During the Bokeh Days meetup, it was identified that the data structures can cause the user to need to change how they would identify the columns to use for plot aesthetics. The main difference is between de-aggregated (normalized) and aggregated data. Someone that is using data directly from a database might see normalized forms more often.
- Wide: A table that spreads many measures over additional columns.
- Tall: A table that tends to put multiple measures in a single column, then identify the measure type in a separate column.

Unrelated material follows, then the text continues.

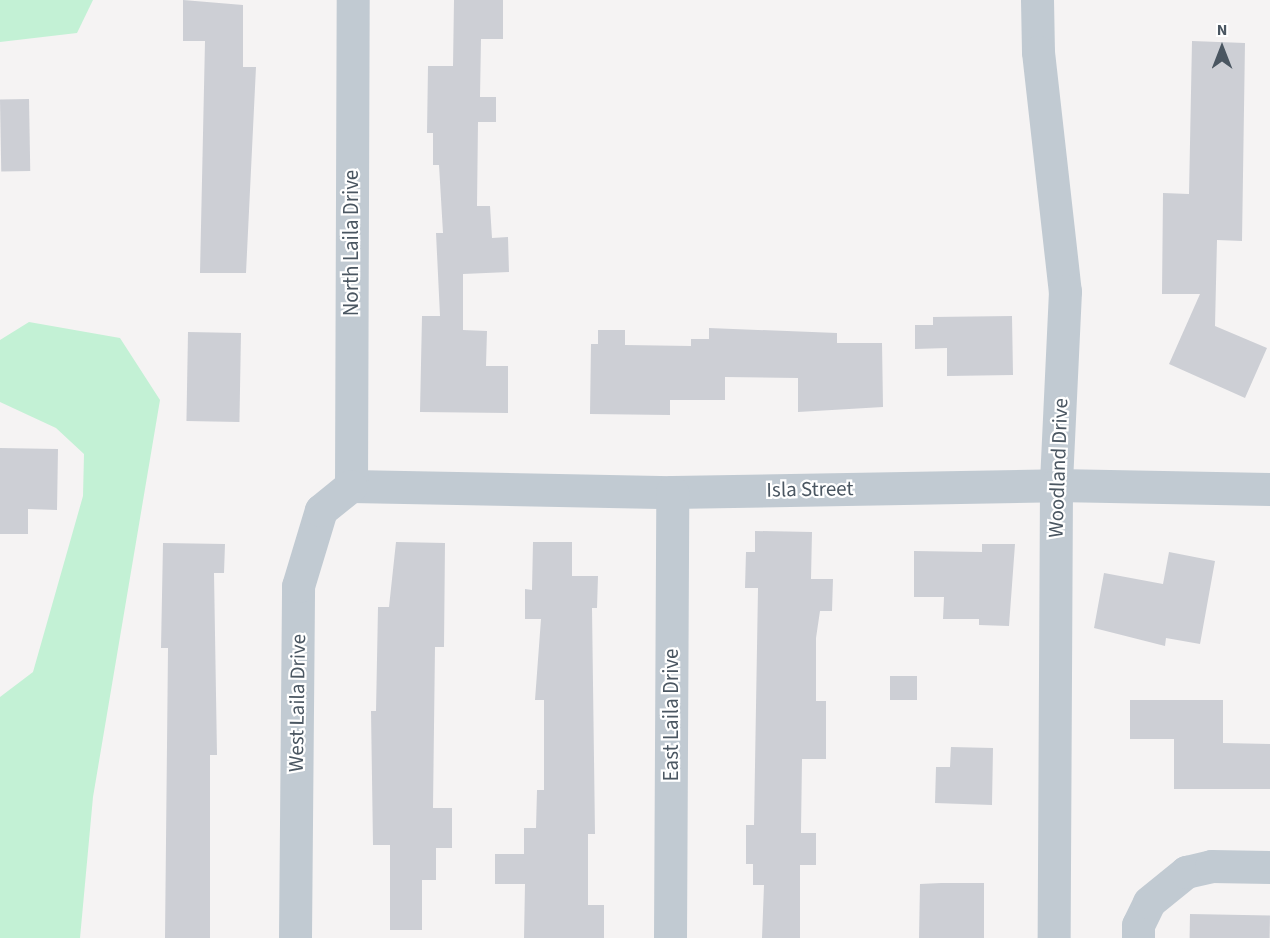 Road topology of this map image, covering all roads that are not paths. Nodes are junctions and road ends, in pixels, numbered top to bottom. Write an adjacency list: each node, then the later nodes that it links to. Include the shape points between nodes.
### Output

- Pivoted: A table that has been pre-aggregated via a pivoting-like operation, which places discrete categories along the columns and rows, then the intersection is typically characterized by a measure for the intersection.
Great source for data sets that go beyond the typical toy examples.
Most of their data is pre-aggregated.
- Drug Use by Age
- Bad Drivers by State
- [NCAA Modeling] (https://github.com/fivethirtyeight/data/blob/master/historical-ncaa-forecasts/historical-538-ncaa-tournament-model-results.csv)
A dataset contains potentially many variables (columns, labeled, or unlabeled data). Bokeh should provide efficient methods for separating a global dataset into smaller datasets, which are then visualized in a way that separates each subset. You might use a variable to separate the data using color, shape, orientation, frame (faceting), etc. With charts, you should identify which variable should be used for which visual aspect of the plot, or group of plots.
- Cross (*) - a product of two separate variables. Like an outer join.
- Nest (/) - produces a decomposition of one categorical variable, into only the valid categories for another variable. You must know the domain metadata (valid categories) to perform nest operations. Can view this as the second variable conditioned on the first. (ex. nesting of sex={Male, Female}, Pregnant={True, False} would not produce (Male, True) in the result). Like a left or inner join.
- Blend (+) - combines two variables under a single variable. The operation is like an append.